** Task details **
Find each line in the records below that contains the word "Cove", and copy it out.
BEGIN Record excerpts
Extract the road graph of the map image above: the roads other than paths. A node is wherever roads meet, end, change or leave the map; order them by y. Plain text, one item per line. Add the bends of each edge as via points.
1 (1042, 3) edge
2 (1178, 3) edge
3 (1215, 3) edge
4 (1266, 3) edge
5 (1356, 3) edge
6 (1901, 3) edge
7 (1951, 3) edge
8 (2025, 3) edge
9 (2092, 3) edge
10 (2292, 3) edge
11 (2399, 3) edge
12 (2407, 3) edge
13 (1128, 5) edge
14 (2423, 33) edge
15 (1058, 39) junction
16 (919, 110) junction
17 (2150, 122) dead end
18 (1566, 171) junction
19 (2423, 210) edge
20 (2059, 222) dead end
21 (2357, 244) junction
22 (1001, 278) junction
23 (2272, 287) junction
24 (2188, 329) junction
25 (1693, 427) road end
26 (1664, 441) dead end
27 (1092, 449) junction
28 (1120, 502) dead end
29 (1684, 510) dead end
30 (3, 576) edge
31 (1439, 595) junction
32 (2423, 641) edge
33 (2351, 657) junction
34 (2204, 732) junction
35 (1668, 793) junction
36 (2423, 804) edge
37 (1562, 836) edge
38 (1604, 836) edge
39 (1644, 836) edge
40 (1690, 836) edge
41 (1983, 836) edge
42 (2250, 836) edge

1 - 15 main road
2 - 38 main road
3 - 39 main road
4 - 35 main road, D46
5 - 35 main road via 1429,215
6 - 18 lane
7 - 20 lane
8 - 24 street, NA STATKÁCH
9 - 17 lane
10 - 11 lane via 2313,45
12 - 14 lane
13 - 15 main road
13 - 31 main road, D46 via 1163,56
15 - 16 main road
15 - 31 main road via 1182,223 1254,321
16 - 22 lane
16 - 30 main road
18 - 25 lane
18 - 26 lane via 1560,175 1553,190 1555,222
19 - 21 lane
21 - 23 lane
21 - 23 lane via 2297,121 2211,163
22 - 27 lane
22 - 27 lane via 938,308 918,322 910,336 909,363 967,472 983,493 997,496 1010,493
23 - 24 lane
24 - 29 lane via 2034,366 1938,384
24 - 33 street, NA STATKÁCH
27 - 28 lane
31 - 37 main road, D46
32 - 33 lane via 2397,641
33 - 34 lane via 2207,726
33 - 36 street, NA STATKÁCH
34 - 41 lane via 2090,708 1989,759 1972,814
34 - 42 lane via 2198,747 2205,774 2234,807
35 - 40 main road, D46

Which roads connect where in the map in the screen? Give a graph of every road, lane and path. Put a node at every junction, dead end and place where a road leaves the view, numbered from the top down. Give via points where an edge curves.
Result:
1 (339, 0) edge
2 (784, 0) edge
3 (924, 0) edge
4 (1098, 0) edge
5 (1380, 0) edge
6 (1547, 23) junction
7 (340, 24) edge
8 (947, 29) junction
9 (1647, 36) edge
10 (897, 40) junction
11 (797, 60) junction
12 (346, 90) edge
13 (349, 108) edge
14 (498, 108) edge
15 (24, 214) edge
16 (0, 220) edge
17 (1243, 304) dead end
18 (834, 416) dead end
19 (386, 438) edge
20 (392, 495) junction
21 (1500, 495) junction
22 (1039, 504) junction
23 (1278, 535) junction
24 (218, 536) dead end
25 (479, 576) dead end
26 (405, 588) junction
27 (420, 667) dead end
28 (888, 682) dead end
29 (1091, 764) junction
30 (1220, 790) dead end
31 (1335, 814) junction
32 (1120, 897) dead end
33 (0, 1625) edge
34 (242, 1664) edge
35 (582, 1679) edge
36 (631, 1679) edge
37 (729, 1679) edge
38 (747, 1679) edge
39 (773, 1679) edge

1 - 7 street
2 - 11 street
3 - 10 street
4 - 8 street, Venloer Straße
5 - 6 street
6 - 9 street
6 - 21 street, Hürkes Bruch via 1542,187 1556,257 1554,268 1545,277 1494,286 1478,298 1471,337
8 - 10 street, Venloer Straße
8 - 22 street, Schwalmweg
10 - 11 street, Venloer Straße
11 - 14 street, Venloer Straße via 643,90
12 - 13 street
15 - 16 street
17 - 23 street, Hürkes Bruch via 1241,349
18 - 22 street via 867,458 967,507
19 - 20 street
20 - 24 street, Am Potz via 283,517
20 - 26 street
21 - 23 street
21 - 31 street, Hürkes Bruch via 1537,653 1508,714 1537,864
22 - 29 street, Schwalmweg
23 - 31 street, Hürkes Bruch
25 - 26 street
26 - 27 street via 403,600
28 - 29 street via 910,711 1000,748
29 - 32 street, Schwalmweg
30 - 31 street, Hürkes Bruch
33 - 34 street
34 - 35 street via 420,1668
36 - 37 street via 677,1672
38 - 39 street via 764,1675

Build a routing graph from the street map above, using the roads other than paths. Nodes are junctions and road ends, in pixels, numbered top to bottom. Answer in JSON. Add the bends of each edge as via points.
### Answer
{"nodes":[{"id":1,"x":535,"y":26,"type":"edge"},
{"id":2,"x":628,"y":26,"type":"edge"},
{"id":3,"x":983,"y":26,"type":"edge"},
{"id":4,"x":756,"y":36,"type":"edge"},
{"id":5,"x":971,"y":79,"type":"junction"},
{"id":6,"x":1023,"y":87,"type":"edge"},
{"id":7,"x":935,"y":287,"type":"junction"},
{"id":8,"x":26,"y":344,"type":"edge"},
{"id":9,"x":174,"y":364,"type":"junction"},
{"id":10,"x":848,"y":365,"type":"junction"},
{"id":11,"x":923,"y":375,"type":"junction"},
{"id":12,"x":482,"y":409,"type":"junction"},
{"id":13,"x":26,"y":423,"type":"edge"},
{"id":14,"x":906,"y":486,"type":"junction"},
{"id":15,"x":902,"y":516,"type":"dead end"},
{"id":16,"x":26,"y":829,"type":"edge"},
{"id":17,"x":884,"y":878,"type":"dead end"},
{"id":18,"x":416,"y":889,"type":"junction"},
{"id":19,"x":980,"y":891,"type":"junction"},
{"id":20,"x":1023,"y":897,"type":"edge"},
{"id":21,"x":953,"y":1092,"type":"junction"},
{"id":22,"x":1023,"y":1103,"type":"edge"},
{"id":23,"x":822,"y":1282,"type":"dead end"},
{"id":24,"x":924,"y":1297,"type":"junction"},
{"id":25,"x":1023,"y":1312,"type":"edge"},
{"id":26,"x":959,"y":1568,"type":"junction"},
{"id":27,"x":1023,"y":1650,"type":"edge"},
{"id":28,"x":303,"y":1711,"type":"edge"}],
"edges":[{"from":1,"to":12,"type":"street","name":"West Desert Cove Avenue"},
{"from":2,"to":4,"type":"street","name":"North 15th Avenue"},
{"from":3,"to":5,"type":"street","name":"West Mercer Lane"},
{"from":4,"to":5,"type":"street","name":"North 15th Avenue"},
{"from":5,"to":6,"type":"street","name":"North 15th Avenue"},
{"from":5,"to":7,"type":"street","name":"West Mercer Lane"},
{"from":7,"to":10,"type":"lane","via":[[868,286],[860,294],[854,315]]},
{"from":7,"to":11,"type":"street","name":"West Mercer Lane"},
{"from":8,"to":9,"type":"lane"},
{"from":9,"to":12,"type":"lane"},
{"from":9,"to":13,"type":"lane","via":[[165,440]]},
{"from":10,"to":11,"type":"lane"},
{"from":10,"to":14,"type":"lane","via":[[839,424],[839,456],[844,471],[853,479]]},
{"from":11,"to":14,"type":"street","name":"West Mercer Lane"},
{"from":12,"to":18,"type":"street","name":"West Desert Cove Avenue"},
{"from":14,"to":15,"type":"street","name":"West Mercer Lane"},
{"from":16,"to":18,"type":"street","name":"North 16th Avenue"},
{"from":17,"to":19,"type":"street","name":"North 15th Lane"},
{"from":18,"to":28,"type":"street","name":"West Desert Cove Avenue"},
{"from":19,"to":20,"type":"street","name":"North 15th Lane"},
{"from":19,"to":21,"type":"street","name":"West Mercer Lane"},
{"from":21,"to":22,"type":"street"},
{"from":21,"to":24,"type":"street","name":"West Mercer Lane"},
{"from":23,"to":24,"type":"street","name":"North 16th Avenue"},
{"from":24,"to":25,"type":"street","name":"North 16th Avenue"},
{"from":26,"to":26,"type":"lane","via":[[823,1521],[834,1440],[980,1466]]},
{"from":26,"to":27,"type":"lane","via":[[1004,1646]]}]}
END Record excerpts
** Solution to this exercise **
"edges":[{"from":1,"to":12,"type":"street","name":"West Desert Cove Avenue"},
{"from":12,"to":18,"type":"street","name":"West Desert Cove Avenue"},
{"from":18,"to":28,"type":"street","name":"West Desert Cove Avenue"},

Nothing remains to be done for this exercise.